More complicated pipelines with dependencies and detailed properties can be defined in jobfiles in toml format. For example:

[user@cn3144 ~]$ cat > pipeline.toml <<__EOF__
name = "my-wonderful-pipeline-nobel-here-i-come"
stream = "logs"
max_fails = 1

[[task]]
id = 1
command = ["pi", "200", "2", "1"]
[[task.request]]
resources = { "cpus" = 2, "mem" = 100 }
time_request = "3m"

[[task]]
id = 3
command = ["pi", "200", "2", "11"]
[[task.request]]
resources = { "cpus" = 2, "mem" = 100 }
time_request = "3m"

[[task]]
id = 5
command = ["pi", "200", "2", "111"]
deps = [1, 3]
[[task.request]]
resources = { "cpus" = 2, "mem" = 100 }
time_request = "3m"

__EOF__
[user@cn3144 ~]$ hq job submit-file pipeline.toml
[user@cn3144 ~]$ hq job list
+-----+-----------------------------------------+---------+-------+
| ID  | Name                                    | State   | Tasks |
+-----+-----------------------------------------+---------+-------+
| 109 | my-wonderful-pipeline-nobel-here-i-come | WAITING | 3     |
+-----+-----------------------------------------+---------+-------+
There are 109 jobs in total. Use `--all` to display all jobs.

The Python API

In addition to the command line tool, hyperqueue also provides a python api.

The dashboard

hyperqueue includes an experimental dashboard

[user@cn3144 ~]$ hq dashboard

Stopping the server

Stop the server and exit the session

[user@cn3144 ~]$ hq server stop
[user@cn3144 ~]$ exit
salloc.exe: Relinquishing job allocation 46116226
[user@biowulf ~]$

Resuming a terminated server

If a server needs to be resum-able start it with the --journal=/path/to/journal option as we did in the example above. This is also neccessary to use the dashboard. For more details see the official docs

Running more than one hyperqueue server

hyperqueue uses a server dir to store state information. This directory has to be located on a shared file system and defaults to $HOME/.hq-server. In the example above we set the $HQ_SERVER_DIR environment variable to use a non-default location. A separate server dir is required for each concurrent hyperqueue server which can be achieved by setting the environment variable above or adding the --server-dir option to the various hq commands.

Batch job

Most jobs should be run as batch jobs.

The following batch script starts an hq server, adds an allocation queue and then runs the commands in a "hordefile":

#!/bin/bash

die() {
    printf "ERROR: %s\n" "$*" >&2
    exit 1
}

cleanup() {
    printf "Cleanup\n"
    hq server stop &> /dev/null ||:
    rm -rf $HQ_SERVER_DIR
}


module load hyperqueue || die "Unable to load hyperqueue module"
hordefile="${1:-none}"
[[ -e "${hordefile}" ]] || die "missing hordefile"

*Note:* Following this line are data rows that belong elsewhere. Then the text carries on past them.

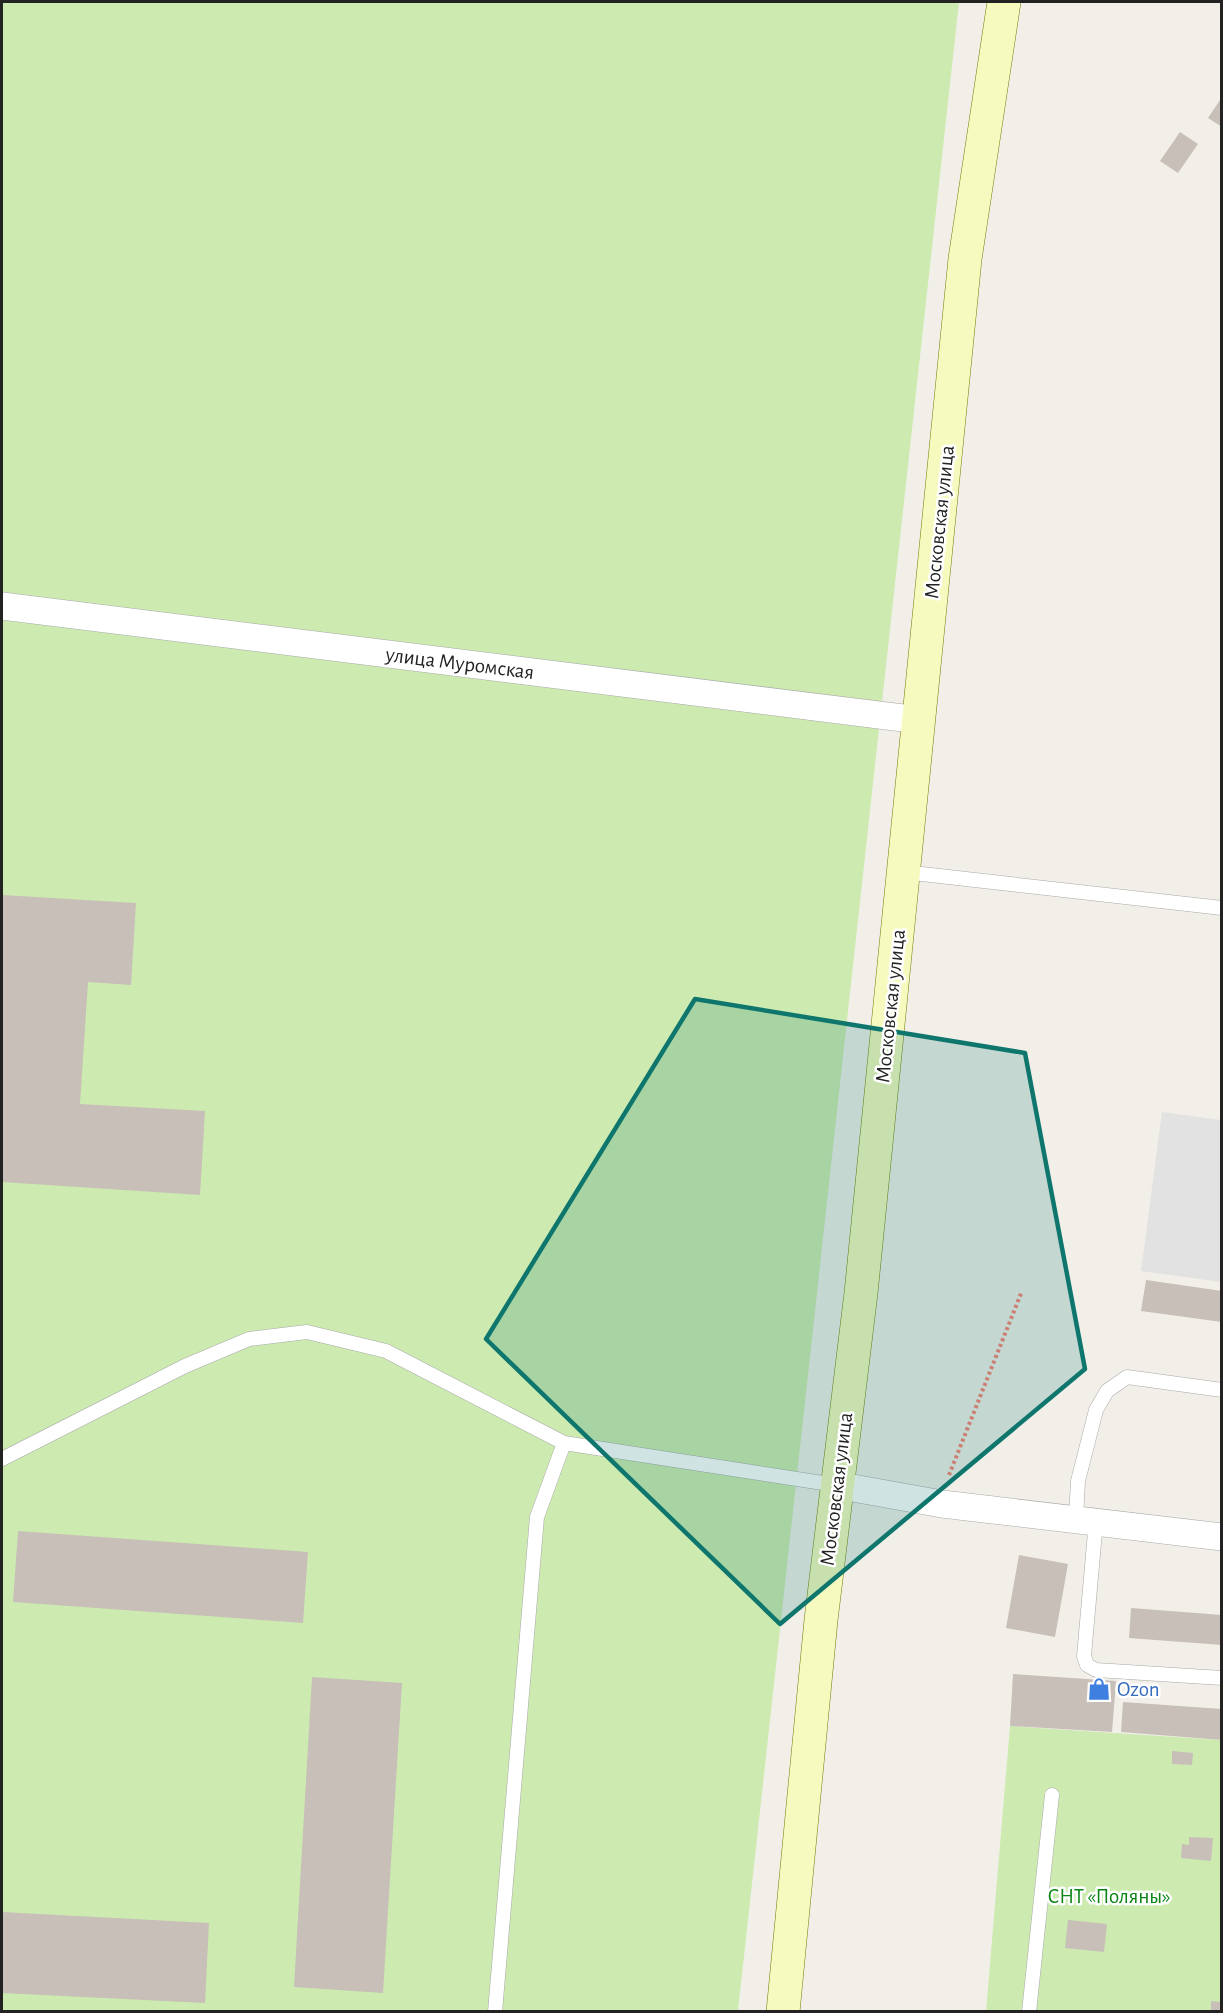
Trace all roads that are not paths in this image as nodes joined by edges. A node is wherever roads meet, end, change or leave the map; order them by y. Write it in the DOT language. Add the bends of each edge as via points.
graph roads {
  1 [pos="1005,2"];
  2 [pos="2,606"];
  3 [pos="919,720"];
  4 [pos="904,872"];
  5 [pos="1221,908"];
  6 [pos="1221,1390"];
  7 [pos="564,1443"];
  8 [pos="2,1459"];
  9 [pos="836,1485"];
  10 [pos="1086,1520"];
  11 [pos="1221,1537"];
  12 [pos="1221,1678"];
  13 [pos="1052,1795"];
  14 [pos="495,2012"];
  15 [pos="783,2012"];
  16 [pos="1029,2012"];
  1 -- 3 [label="main road, Московская улица" via="965,259"];
  2 -- 3 [label="street, улица Муромская"];
  3 -- 4 [label="main road, Московская улица"];
  4 -- 5 [label="lane"];
  4 -- 9 [label="main road, Московская улица" via="861,1293"];
  6 -- 10 [label="lane" via="1127,1377 1107,1391 1096,1410 1078,1481"];
  7 -- 8 [label="lane" via="386,1352 307,1332 249,1339 185,1366"];
  7 -- 9 [label="lane"];
  7 -- 14 [label="lane" via="537,1517"];
  9 -- 10 [label="street" via="942,1504"];
  9 -- 15 [label="main road, Московская улица"];
  10 -- 11 [label="street"];
  10 -- 12 [label="lane" via="1084,1656 1088,1665 1096,1670"];
  13 -- 16 [label="lane"];
}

export HQ_SERVER_DIR="/data/$USER/.hq-server-${SLURM_JOB_ID}"
mkdir -p "${HQ_SERVER_DIR}"
trap 'cleanup' EXIT

( hq server start --journal ./journal-${SLURM_JOB_ID} &> server-${SLURM_JOB_ID}.log & )
sleep 10
if hq server info &> /dev/null
then
    printf "hyperqueue server started successfully\n"
    hq alloc add slurm \
        --time-limit 4h \
        --worker-time-limit 3:50:00 \
        -n work \
        --max-worker-count 4 \
        --resource "mem=sum($((12 * 1024)))" -- \
        --partition=quick --mem=12g --cpus-per-task=6 || die "could not add allocation to server"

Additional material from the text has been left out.